Voll mit neuen Eindrücken hat die Künstlerin Annette Wendt die erste Phase ihres Kunstprojekts „Ihre Stimme zählt“ in Wunstorf am Freitag abgeschlossen. Einen Monat lang hatte sie an wechselnden Orten die Wunstorfer, alteingesessene wie zugezogene, gebeten, ihre Lebensgeschichten und Zukunftsvorstellungen zu erzählen. „Ich bin etwas traurig, es war eine sehr intensive Erfahrung“, sagte sie über das Ende. Ihr rotes Zelt stand zum Abschluss eine Woche lang im Park des Flüchtlingswohnheims am Luther Weg.

„Wir sind glücklich, dass sie auf uns zugekommen ist. Solche offenen Gespräche ohne Einschränkungen oder Bedingungen waren für die Bewohner ein ganz anderer Zugang“, sagte die Heimleiterin Lena Finch. Eine Familie habe Wendt gleich am ersten Tag zu sich eingeladen. Immer wieder wurde nachgefragt, was es mit dem Zelt auf sich habe. „Ich habe hier vor allem mit Kindern Gespräche geführt“, berichtet die Künstlerin. Über gemeinsame Fotos kam sie auch mit Bewohnern in Kontakt.

Oft musste sie an den Stationen viel Geduld aufbringen, bis die Menschen ausreichend Vertrauen aufgebaut hatten und sich öffneten. Mit dem Material, das sie gesammelt ist, ist sie aber zufrieden: Wendt hat noch nicht genau nachgezählt, aber sie geht davon aus, dass sie insgesamt 60 bis 80 Interviews aufgezeichnet hat.

Diese waren in den vier Wochen teilweise auch schon aus Sesseln zu hören, die ebenso im der Kernstadt zum Zuhören einluden. Jetzt geht Annette Wendt aber auch daran, aus dem Material die Ausstellung auszuarbeiten, die sie im September gemeinsam mit dem Forum Stadtkirche zeigen will. Dort werden dann auch zwei der Sessel noch einmal zu sehen sein, die in der Paul-Moor-Schule entstanden waren.

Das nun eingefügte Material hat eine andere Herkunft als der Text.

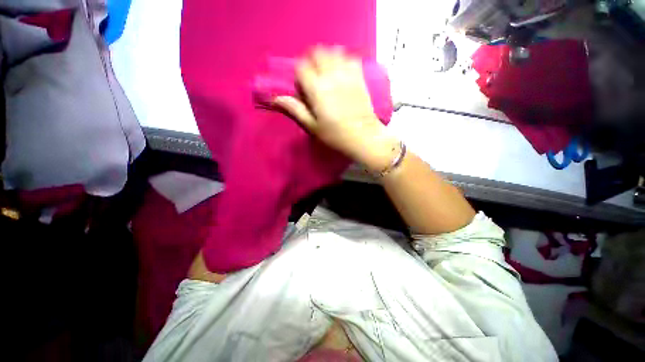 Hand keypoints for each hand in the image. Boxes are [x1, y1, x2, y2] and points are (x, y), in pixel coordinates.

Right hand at [273, 47, 398, 171]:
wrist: (363, 137)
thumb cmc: (335, 135)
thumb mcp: (312, 126)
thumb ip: (295, 109)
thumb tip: (275, 99)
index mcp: (317, 89)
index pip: (302, 67)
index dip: (300, 75)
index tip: (303, 88)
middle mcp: (331, 76)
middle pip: (317, 53)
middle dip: (312, 62)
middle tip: (314, 78)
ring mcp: (347, 74)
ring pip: (334, 51)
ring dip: (328, 58)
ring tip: (328, 73)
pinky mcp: (360, 77)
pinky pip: (351, 58)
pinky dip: (344, 60)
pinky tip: (343, 72) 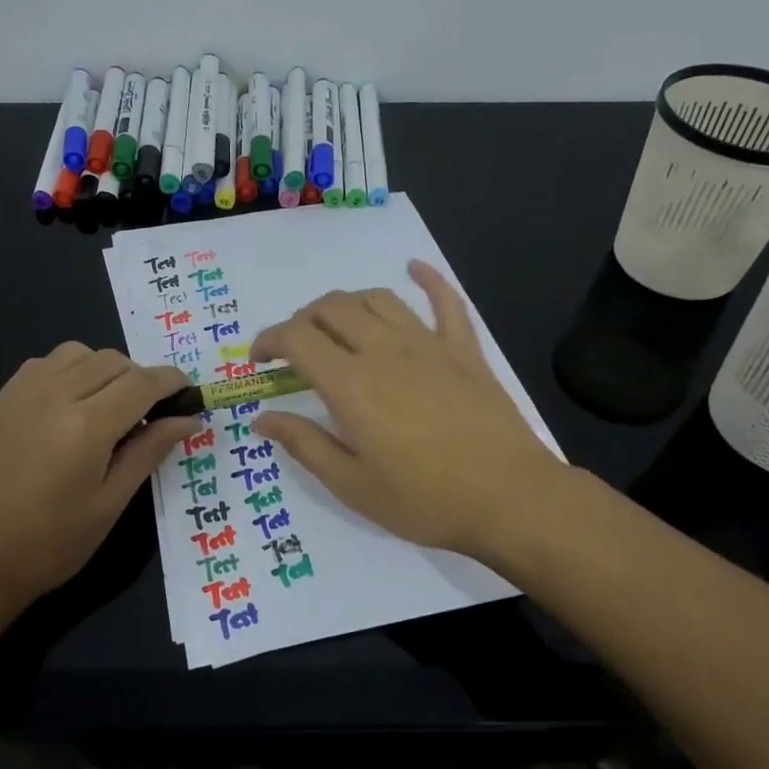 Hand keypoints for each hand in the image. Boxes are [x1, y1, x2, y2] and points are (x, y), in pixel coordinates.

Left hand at [0, 343, 200, 610]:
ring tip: (109, 408)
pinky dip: (72, 370)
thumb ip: (148, 452)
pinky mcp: (3, 399)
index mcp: (87, 425)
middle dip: (141, 379)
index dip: (173, 383)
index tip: (190, 395)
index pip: (144, 382)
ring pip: (79, 352)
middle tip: (150, 416)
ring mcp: (23, 392)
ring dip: (105, 370)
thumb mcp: (109, 504)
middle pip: (114, 360)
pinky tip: (71, 406)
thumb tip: (188, 420)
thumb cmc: (48, 544)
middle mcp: (56, 394)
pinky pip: (47, 362)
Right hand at [248, 261, 566, 556]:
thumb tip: (262, 418)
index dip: (270, 340)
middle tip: (297, 349)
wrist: (509, 498)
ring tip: (339, 325)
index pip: (297, 337)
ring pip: (378, 299)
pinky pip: (445, 301)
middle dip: (303, 320)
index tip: (260, 360)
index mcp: (350, 384)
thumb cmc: (424, 500)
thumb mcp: (352, 485)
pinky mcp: (464, 350)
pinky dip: (427, 279)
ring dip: (348, 303)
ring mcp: (428, 344)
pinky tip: (414, 268)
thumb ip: (304, 444)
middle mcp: (384, 350)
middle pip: (333, 308)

Auf der Suche danach, was für die Menschen eigentlich Heimat ausmacht, hat sie bei den Gesprächen festgestellt, dass es sehr unterschiedliche Prägungen gibt. Für viele bleibt das ihr Leben lang der Geburtsort, für andere aber bezieht sich das eher auf die Familienstrukturen. Bei ihren Besuchen in Schulklassen war Wendt erstaunt darüber, wie wenige junge Leute einen Drang haben, die Stadt später zu verlassen. „Ich wollte mit 16 oder 17 auf jeden Fall weg“, berichtet die Künstlerin, die in Wunstorf aufgewachsen ist. Heute lebt sie vor allem in Frankreich, bezeichnet sich aber eigentlich als Nomadin: „Ich muss immer in Bewegung sein.“

So funktioniert auch Wendts Langzeit-Projekt ProjetMigrations, zu dem die Zeit in Wunstorf ein Baustein ist. Voraussichtlich im Dezember will sie in Richtung Libanon und Syrien aufbrechen, wo die Erzählungen von der Aue dann auch internationale Verbreitung finden.